Exercise description ▸
The expected output is the data itself, duplicated in full.

Source data ▸
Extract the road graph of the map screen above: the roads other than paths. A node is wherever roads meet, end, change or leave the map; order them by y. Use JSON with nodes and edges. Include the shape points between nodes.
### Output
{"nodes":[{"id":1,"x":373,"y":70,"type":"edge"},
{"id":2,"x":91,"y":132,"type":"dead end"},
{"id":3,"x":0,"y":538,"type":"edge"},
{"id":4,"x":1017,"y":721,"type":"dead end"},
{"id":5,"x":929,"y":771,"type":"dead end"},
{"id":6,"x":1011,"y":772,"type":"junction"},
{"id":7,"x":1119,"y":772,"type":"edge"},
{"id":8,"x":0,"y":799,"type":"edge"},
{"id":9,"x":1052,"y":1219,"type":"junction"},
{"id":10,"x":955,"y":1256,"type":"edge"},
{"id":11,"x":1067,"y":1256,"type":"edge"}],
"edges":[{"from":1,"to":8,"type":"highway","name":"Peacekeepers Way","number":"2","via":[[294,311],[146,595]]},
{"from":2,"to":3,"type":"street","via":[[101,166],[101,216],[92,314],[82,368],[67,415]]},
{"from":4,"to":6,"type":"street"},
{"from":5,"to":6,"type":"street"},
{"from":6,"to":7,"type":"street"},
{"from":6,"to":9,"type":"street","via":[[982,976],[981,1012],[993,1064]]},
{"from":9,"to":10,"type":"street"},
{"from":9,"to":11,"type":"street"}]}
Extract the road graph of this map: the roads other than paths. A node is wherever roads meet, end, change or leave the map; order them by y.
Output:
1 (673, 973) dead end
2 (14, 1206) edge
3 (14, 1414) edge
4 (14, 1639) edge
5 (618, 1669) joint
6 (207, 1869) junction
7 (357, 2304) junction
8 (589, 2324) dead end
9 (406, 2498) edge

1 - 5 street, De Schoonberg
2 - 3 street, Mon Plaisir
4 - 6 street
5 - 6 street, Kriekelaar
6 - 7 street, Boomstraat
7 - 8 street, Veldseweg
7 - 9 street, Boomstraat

Solution ▸
Extract the road graph of the map screen above: the roads other than paths. A node is wherever roads meet, end, change or leave the map; order them by y. Use JSON with nodes and edges. Include the shape points between nodes.
### Output
{"nodes":[{"id":1,"x":373,"y":70,"type":"edge"},
{"id":2,"x":91,"y":132,"type":"dead end"},
{"id":3,"x":0,"y":538,"type":"edge"},
{"id":4,"x":1017,"y":721,"type":"dead end"},
{"id":5,"x":929,"y":771,"type":"dead end"},
{"id":6,"x":1011,"y":772,"type":"junction"},
{"id":7,"x":1119,"y":772,"type":"edge"},
{"id":8,"x":0,"y":799,"type":"edge"},
{"id":9,"x":1052,"y":1219,"type":"junction"},
{"id":10,"x":955,"y":1256,"type":"edge"},
{"id":11,"x":1067,"y":1256,"type":"edge"}],
"edges":[{"from":1,"to":8,"type":"highway","name":"Peacekeepers Way","number":"2","via":[[294,311],[146,595]]},
{"from":2,"to":3,"type":"street","via":[[101,166],[101,216],[92,314],[82,368],[67,415]]},
{"from":4,"to":6,"type":"street"},
{"from":5,"to":6,"type":"street"},
{"from":6,"to":7,"type":"street"},
{"from":6,"to":9,"type":"street","via":[[982,976],[981,1012],[993,1064]]},
{"from":9,"to":10,"type":"street"},
{"from":9,"to":11,"type":"street"}]}
Extract the road graph of this map: the roads other than paths. A node is wherever roads meet, end, change or leave the map; order them by y.
Output:
1 (673, 973) dead end
2 (14, 1206) edge
3 (14, 1414) edge
4 (14, 1639) edge
5 (618, 1669) joint
6 (207, 1869) junction
7 (357, 2304) junction
8 (589, 2324) dead end
9 (406, 2498) edge

1 - 5 street, De Schoonberg
2 - 3 street, Mon Plaisir
4 - 6 street
5 - 6 street, Kriekelaar
6 - 7 street, Boomstraat
7 - 8 street, Veldseweg
7 - 9 street, Boomstraat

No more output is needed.